According to a Chabad of Arizona State University (ASU) email forwarded along to The Daily Wire earlier today, the on-campus ASU Jewish community experienced a horrific act of anti-Semitism earlier this week. Worse still, this latest flare-up seems to be part of an ongoing troubling trend.
“The current semester has brought some alarming events with it,” the email from Rabbi Shmuel Tiechtel begins. “In the past months the State Press has printed multiple articles supporting the Antisemitic BDS movement. Horrible Antisemitism flyers were distributed on campus. And then there was the incident [on Wednesday night].”
The email from Rabbi Tiechtel went on to explain the details of a terrible interruption of an event from earlier this week at ASU that honored wounded veterans of the Israel Defense Forces (IDF). The protesters — who, to once again emphasize, deemed it fit to protest an event honoring wounded IDF veterans — apparently spewed anti-Semitic, Jew-hating vitriol in an attempt to harass students and possibly shut down the event in its entirety.
“Last night (Wednesday), here at Arizona State University, students wearing emblems of anti-Israel organizations, and waving signs encouraging violence against Jews, tried to shut down an event right here on campus in the Memorial Union,” the email explained. “We were hosting a special event together with Hillel, JAC, Students Supporting Israel and Stand with Us which featured Dor Moguiliansky and Aviv Yasmin Bar, two wounded IDF veterans who were going to share their stories. Before the event began, approximately 80 anti-Israel protesters sat in and blockaded the room where our event was supposed to be held and were screaming against Israel,” the email continued.
“Campus police asked us to move to another room in the [Memorial Union]. We went to the other room but those who espoused hate and anti-Israel slogans followed and tried to disrupt the event once again. ASU police had to stand guard at the door the entire event to make the Jewish students feel safe. Understandably, the protests caused many Jewish students to feel uncomfortable, many Jewish students felt intimidated and if not for the ASU police presence there, they would not have felt safe,” Rabbi Tiechtel wrote.
The incident brings to mind a similarly vile IfNotNow protest of an Austin, Texas, on-campus Chabad house-hosted Shabbat service from this past February, which The Daily Wire covered at the time.
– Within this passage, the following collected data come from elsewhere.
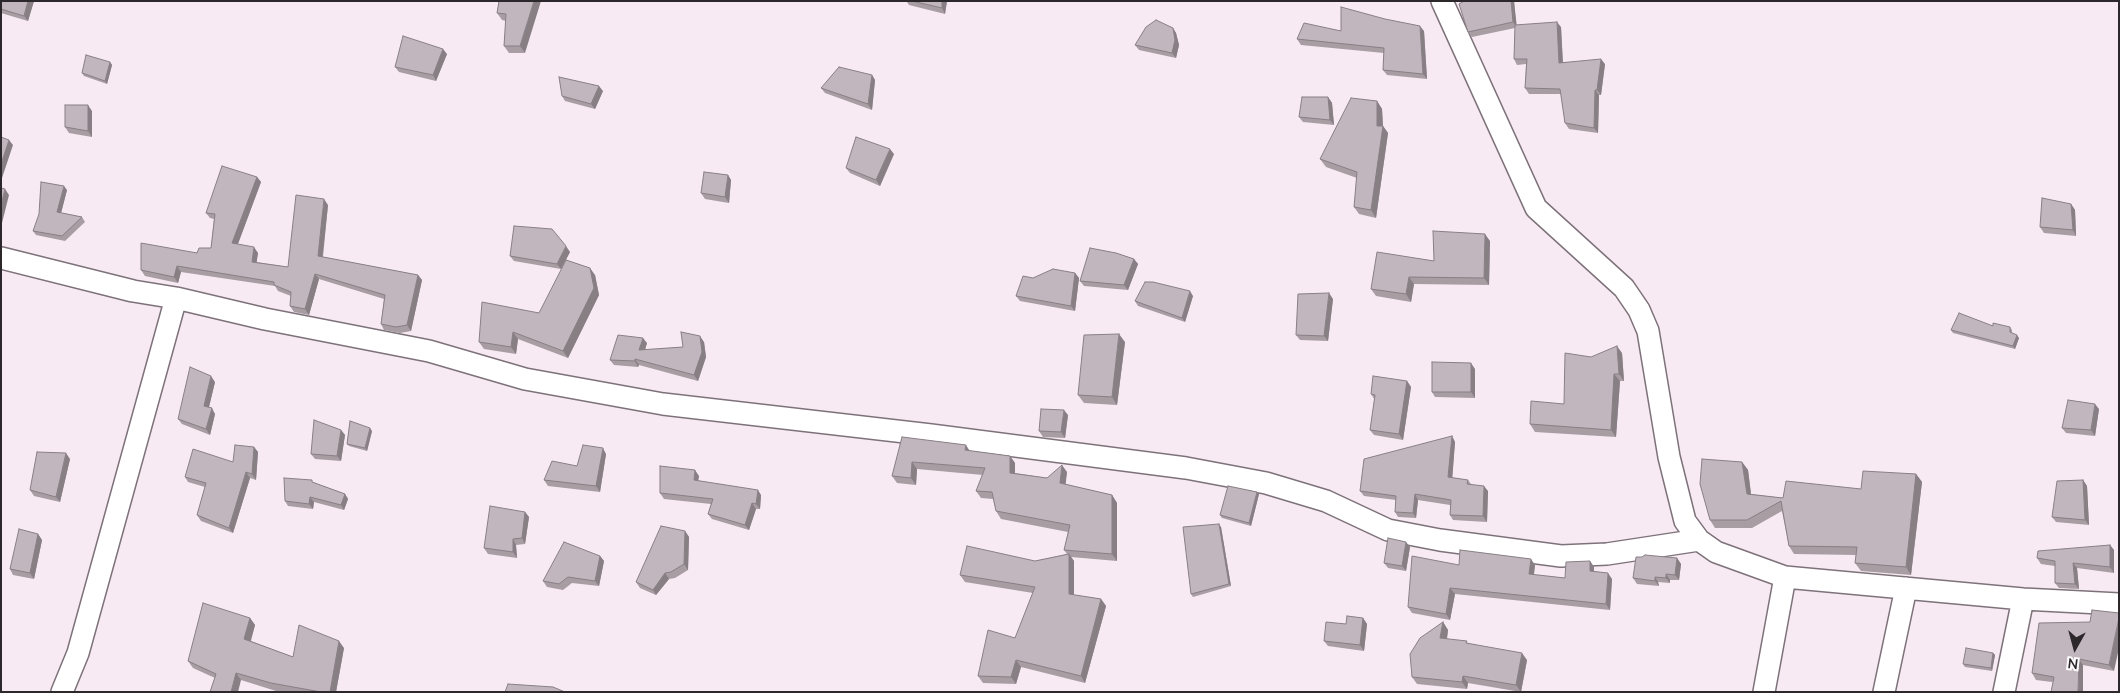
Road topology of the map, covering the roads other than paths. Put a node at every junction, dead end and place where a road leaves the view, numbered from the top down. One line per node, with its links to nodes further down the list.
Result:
1 (1442, 1): 4 (street)
2 (1, 258): 3 (street)
3 (176, 298): 4 (street); 9 (street)
4 (1699, 540): 5 (street)
5 (1785, 577): 6 (street); 10 (street)
6 (1906, 588): 7 (street); 11 (street)
7 (2023, 599): 8 (street); 12 (street)
8 (2119, 604)
9 (62, 692)
10 (1764, 692)
11 (1884, 692)
12 (2004, 692)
The Chabad Jewish Center at the Univeristy of Texas-Austin described the affair in a blog post:
A small group of students and young adults affiliated with [IfNotNow] decided it was a good time to protest a guest speaker, who was going to speak at our center later in the day: A sweet and soft-spoken IDF soldier.
Shockingly, these protesters spoke to my young children and gave them flyers. They also videotaped and photographed us on Chabad property, something which is traditionally prohibited on Shabbat for religious reasons. All of this didn’t happen during any speech, but during Shabbat morning prayers.
I’m not against protests, even if I disagree with the cause. But on Shabbat — during prayer services — really? There’s a time and place for protests. It would have been nice to see them show some respect while claiming to advocate dialogue, because there is none without the other.
It reminded me of a fringe religious group, who were very active a few years ago, and would find the most inappropriate times to demonstrate. They didn’t make any friends, but cruelly garnered a lot of media attention.